-- EXERCISE INPUTS follows --

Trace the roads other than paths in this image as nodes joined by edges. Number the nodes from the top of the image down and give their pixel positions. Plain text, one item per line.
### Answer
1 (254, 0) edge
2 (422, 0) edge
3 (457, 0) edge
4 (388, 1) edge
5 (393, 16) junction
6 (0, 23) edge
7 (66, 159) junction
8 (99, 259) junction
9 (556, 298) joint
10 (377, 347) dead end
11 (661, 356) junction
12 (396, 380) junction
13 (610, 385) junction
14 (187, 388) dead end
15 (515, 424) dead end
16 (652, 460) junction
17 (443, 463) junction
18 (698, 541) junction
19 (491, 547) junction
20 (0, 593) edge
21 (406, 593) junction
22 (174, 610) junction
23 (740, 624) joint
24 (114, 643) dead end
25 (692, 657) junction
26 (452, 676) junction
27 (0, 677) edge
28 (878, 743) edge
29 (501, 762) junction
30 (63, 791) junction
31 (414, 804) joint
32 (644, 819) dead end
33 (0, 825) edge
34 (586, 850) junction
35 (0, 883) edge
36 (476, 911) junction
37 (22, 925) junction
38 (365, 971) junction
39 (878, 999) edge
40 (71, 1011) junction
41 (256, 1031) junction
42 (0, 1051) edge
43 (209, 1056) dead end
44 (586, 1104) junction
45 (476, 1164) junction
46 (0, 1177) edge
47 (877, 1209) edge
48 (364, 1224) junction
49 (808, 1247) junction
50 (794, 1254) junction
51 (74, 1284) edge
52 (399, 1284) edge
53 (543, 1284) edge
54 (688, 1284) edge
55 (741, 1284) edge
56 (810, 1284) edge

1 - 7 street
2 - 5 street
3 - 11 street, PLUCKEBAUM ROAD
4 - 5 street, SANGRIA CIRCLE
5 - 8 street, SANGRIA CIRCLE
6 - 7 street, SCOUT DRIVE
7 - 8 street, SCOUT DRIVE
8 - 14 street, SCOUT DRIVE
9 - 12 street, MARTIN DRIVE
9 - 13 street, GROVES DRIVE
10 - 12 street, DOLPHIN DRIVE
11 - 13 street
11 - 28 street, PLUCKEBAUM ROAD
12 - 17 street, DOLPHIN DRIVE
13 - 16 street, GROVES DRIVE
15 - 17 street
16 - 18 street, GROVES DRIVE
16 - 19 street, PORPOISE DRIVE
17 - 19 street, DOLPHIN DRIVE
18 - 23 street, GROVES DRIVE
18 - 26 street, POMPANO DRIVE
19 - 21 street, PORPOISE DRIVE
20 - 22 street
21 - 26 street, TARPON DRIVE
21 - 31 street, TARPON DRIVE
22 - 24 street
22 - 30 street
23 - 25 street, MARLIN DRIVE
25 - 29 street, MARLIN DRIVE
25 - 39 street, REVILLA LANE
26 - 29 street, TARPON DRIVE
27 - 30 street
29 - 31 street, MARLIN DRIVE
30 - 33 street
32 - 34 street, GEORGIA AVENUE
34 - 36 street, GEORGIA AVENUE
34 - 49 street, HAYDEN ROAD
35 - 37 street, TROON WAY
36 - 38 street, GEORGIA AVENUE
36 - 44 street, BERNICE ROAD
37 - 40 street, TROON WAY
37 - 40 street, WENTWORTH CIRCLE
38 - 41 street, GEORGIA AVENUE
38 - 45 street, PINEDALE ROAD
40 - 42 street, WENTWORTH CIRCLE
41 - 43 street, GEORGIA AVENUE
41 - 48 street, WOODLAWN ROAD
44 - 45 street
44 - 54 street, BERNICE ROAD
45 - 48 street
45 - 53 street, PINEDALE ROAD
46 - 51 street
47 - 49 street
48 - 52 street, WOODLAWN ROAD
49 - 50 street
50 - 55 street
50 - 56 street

-- EXERCISE INPUTS concluded --

One number answers this exercise: the count of lines above in which the word "dead" appears.

→ **WRITTEN RESPONSE**
6